## PROBLEM DETAILS
The entries below should be output exactly as written.

───

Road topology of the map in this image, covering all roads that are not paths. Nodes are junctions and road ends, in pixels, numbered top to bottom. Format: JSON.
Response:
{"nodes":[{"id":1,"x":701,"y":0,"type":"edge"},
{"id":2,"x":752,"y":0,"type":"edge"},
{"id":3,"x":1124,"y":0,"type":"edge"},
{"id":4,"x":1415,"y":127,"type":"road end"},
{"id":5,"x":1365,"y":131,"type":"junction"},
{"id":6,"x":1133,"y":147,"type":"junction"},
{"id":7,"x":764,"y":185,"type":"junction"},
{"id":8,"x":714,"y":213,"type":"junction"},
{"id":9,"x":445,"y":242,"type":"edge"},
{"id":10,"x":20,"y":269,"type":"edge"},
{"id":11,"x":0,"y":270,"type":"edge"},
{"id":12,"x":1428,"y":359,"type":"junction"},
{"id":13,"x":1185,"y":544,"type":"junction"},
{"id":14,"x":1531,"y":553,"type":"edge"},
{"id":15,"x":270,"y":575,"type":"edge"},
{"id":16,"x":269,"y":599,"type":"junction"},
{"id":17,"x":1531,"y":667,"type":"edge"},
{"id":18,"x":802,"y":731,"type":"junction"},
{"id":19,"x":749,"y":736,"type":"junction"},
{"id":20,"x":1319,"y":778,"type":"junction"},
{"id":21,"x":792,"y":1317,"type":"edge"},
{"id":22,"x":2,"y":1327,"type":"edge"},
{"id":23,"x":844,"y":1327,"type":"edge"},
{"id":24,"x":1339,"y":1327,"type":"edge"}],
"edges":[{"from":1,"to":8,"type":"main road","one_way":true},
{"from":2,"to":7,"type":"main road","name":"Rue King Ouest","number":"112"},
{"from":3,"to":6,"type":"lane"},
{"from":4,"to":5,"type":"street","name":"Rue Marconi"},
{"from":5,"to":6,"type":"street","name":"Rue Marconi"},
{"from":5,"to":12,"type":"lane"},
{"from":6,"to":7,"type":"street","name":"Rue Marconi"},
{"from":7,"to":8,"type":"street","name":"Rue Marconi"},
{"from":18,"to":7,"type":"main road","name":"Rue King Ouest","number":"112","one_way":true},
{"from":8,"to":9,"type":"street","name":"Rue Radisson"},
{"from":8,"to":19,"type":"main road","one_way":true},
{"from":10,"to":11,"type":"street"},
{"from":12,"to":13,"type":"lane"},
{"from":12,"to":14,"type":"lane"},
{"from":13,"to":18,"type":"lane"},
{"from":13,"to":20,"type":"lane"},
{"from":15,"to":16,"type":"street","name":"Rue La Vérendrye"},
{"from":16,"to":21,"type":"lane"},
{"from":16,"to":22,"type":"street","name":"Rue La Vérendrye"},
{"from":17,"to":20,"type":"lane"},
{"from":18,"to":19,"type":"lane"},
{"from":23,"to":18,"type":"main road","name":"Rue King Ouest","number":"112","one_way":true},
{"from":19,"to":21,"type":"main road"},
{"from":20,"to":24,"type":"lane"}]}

───

## RESPONSE AREA
Road topology of the map in this image, covering all roads that are not paths. Nodes are junctions and road ends, in pixels, numbered top to bottom. Format: JSON.
Response:
{"nodes":[{"id":1,"x":701,"y":0,"type":"edge"},
{"id":2,"x":752,"y":0,"type":"edge"},
{"id":3,"x":1124,"y":0,"type":"edge"},
{"id":4,"x":1415,"y":127,"type":"road end"},
{"id":5,"x":1365,"y":131,"type":"junction"},
{"id":6,"x":1133,"y":147,"type":"junction"},
{"id":7,"x":764,"y":185,"type":"junction"},
{"id":8,"x":714,"y":213,"type":"junction"},
{"id":9,"x":445,"y":242,"type":"edge"},
{"id":10,"x":20,"y":269,"type":"edge"},
{"id":11,"x":0,"y":270,"type":"edge"},
{"id":12,"x":1428,"y":359,"type":"junction"},
{"id":13,"x":1185,"y":544,"type":"junction"},
{"id":14,"x":1531,"y":553,"type":"edge"},
{"id":15,"x":270,"y":575,"type":"edge"},
{"id":16,"x":269,"y":599,"type":"junction"},
{"id":17,"x":1531,"y":667,"type":"edge"},
{"id":18,"x":802,"y":731,"type":"junction"},
{"id":19,"x":749,"y":736,"type":"junction"},
{"id":20,"x":1319,"y":778,"type":"junction"},
{"id":21,"x":792,"y":1317,"type":"edge"},
{"id":22,"x":2,"y":1327,"type":"edge"},
{"id":23,"x":844,"y":1327,"type":"edge"},
{"id":24,"x":1339,"y":1327,"type":"edge"}],
"edges":[{"from":1,"to":8,"type":"main road","one_way":true},
{"from":2,"to":7,"type":"main road","name":"Rue King Ouest","number":"112"},
{"from":3,"to":6,"type":"lane"},
{"from":4,"to":5,"type":"street","name":"Rue Marconi"},
{"from":5,"to":6,"type":"street","name":"Rue Marconi"},
{"from":5,"to":12,"type":"lane"},
{"from":6,"to":7,"type":"street","name":"Rue Marconi"},
{"from":7,"to":8,"type":"street","name":"Rue Marconi"},
{"from":18,"to":7,"type":"main road","name":"Rue King Ouest","number":"112","one_way":true},
{"from":8,"to":9,"type":"street","name":"Rue Radisson"},
{"from":8,"to":19,"type":"main road","one_way":true},
{"from":10,"to":11,"type":"street"},
{"from":12,"to":13,"type":"lane"},
{"from":12,"to":14,"type":"lane"},
{"from":13,"to":18,"type":"lane"},
{"from":13,"to":20,"type":"lane"},
{"from":15,"to":16,"type":"street","name":"Rue La Vérendrye"},
{"from":16,"to":21,"type":"lane"},
{"from":16,"to":22,"type":"street","name":"Rue La Vérendrye"},
{"from":17,"to":20,"type":"lane"},
{"from":18,"to":19,"type":"lane"},
{"from":23,"to":18,"type":"main road","name":"Rue King Ouest","number":"112","one_way":true},
{"from":19,"to":21,"type":"main road"},
{"from":20,"to":24,"type":"lane"}]}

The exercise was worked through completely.